Los Angeles-based investment management firm Kayne Anderson Capital Advisors announced Monday it has hired Bracewell partner Jarvis Hollingsworth as general counsel.

He succeeds Kayne's current top lawyer, David Shladovsky, who has been with the firm since 1997 and also serves as secretary and senior managing director. Shladovsky, who formerly was corporate counsel to Hughes Hubbard & Reed, will remain at Kayne until his eventual retirement.

In 2017, Texas Gov. Greg Abbott tapped Hollingsworth to serve as chairman of the Teacher Retirement System of Texas Board of Trustees, the largest public retirement system in Texas and the sixth largest public pension trust fund in the country.

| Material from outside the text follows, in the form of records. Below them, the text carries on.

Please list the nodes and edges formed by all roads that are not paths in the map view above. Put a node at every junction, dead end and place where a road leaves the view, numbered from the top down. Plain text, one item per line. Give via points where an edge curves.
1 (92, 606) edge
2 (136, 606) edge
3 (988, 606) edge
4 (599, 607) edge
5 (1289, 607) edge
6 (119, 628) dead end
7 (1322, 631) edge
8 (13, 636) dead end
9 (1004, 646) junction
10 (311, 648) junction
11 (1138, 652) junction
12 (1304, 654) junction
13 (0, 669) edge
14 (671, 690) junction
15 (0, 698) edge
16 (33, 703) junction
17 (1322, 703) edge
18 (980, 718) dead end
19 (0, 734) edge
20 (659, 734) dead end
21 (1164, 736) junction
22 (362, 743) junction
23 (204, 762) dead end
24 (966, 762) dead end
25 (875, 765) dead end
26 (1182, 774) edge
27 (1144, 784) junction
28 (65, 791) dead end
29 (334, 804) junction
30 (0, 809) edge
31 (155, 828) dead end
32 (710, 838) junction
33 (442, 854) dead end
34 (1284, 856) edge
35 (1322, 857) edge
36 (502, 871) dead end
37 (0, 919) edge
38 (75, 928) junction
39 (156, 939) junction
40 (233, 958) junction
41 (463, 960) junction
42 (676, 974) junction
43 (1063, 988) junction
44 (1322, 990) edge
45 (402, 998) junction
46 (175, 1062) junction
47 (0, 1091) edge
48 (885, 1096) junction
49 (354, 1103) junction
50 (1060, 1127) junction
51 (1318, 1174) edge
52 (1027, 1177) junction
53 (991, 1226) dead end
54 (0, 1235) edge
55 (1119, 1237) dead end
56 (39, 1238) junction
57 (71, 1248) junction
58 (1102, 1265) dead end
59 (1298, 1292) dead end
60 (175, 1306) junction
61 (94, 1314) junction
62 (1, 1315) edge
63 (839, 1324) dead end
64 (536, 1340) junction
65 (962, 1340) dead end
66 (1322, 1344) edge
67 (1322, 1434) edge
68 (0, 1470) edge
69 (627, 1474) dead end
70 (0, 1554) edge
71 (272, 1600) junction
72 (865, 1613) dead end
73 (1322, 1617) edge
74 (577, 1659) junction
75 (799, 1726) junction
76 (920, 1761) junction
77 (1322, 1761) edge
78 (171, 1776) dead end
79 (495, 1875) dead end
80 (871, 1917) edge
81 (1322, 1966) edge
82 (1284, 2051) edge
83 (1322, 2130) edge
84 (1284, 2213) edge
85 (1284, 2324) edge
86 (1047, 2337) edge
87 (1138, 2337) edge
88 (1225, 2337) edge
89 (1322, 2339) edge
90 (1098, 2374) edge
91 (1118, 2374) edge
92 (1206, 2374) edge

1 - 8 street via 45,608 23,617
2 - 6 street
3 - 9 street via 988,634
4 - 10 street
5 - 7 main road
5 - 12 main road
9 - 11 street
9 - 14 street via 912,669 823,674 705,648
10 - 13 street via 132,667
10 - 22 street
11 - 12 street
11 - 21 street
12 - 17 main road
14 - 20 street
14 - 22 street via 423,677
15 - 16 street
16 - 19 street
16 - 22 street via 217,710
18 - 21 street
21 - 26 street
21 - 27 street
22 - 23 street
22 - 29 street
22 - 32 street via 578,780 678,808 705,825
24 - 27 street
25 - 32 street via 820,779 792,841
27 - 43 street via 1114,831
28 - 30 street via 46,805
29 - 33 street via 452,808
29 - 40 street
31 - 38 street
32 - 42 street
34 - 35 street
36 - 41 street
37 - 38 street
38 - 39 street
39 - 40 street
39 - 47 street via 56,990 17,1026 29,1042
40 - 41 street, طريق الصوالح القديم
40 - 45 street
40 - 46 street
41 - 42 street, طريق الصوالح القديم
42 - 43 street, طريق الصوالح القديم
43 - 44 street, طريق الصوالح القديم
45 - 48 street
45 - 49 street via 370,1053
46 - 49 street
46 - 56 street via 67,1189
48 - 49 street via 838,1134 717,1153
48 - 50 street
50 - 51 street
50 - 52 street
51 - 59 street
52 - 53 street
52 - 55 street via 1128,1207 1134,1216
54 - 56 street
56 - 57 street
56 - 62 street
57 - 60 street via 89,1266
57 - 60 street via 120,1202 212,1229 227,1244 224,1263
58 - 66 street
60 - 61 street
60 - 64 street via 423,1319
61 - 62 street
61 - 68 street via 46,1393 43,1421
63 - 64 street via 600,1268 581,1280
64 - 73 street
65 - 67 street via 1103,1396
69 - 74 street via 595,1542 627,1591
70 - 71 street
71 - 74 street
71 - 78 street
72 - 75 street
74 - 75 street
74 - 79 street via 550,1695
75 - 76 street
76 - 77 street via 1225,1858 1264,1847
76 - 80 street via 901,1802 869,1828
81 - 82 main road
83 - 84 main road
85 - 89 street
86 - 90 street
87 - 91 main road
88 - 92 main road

The Teacher Retirement System manages more than $150 billion in assets and health care benefits for more than 1.5 million retirees and public education employees. Kayne manages about $30 billion in assets for institutional investors, family offices, and high-net-worth and retail clients. The firm manages investments in energy, infrastructure, real estate, credit and growth equity.

Hollingsworth also will serve on Kayne's executive committee and work in the firm's Los Angeles and Houston offices while reporting to CEO Mike Levitt, who trumpeted his new general counsel's “unique combination of talents.”

“Jarvis' leadership skills, reputation and excellent counsel will be invaluable to us as we continue to grow and build for the future,” Levitt added.

Hollingsworth joined Bracewell in 2002 with a practice focused on corporate governance, according to his LinkedIn profile. He also serves on the board of directors of financial technology company Emergent Technology Holdings in Santa Clara, California, and Cullen/Frost Bankers Inc. in San Antonio, Texas.

A graduate of the University of Houston Law Center and the U.S. Military Academy at West Point, Hollingsworth served as a U.S. Army captain for three years before he began his law career in 1993 as a senior associate at Fulbright & Jaworski. The firm merged in 2013 with Norton Rose to become the global firm Norton Rose Fulbright.